## Task details
In full and without alteration, print the records below, minus any images.

[Stored data]
----

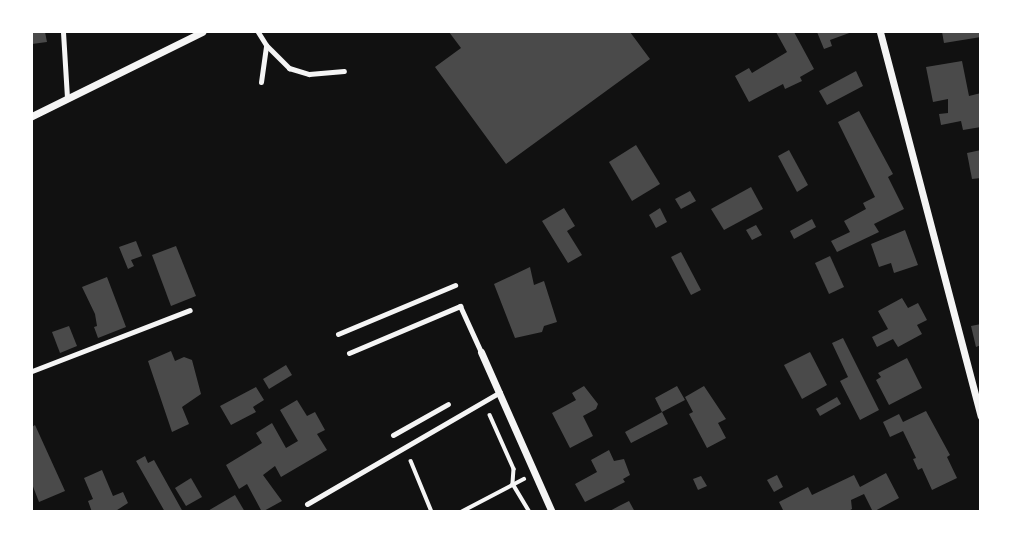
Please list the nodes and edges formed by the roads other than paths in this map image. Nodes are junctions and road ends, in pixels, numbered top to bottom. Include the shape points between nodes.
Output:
1 (63, 32) edge
2 (202, 32) edge
3 (258, 32) edge
4 (880, 32) edge
5 (266, 45) junction
6 (344, 71) dead end
7 (261, 82) dead end
8 (67, 98) junction
9 (32, 116) edge
10 (455, 285) dead end
11 (190, 310) dead end
12 (338, 334) dead end
13 (481, 352) joint
14 (349, 353) dead end
15 (32, 371) edge
16 (500, 393) junction
17 (448, 404) dead end
18 (981, 416) edge
19 (393, 435) dead end
20 (307, 504) dead end
21 (552, 512) edge

1 - 8 lane
2 - 8 street
3 - 5 lane
4 - 18 street
5 - 6 lane via 289,68 309,74
5 - 7 lane
8 - 9 street
10 - 12 lane
11 - 15 lane
13 - 14 lane via 460,306
13 - 16 street
16 - 20 lane
16 - 21 street
17 - 19 lane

----

## Answer space
Please list the nodes and edges formed by the roads other than paths in this map image. Nodes are junctions and road ends, in pixels, numbered top to bottom. Include the shape points between nodes.
Output:
1 (63, 32) edge
2 (202, 32) edge
3 (258, 32) edge
4 (880, 32) edge
5 (266, 45) junction
6 (344, 71) dead end
7 (261, 82) dead end
8 (67, 98) junction
9 (32, 116) edge
10 (455, 285) dead end
11 (190, 310) dead end
12 (338, 334) dead end
13 (481, 352) joint
14 (349, 353) dead end
15 (32, 371) edge
16 (500, 393) junction
17 (448, 404) dead end
18 (981, 416) edge
19 (393, 435) dead end
20 (307, 504) dead end
21 (552, 512) edge

1 - 8 lane
2 - 8 street
3 - 5 lane
4 - 18 street
5 - 6 lane via 289,68 309,74
5 - 7 lane
8 - 9 street
10 - 12 lane
11 - 15 lane
13 - 14 lane via 460,306
13 - 16 street
16 - 20 lane
16 - 21 street
17 - 19 lane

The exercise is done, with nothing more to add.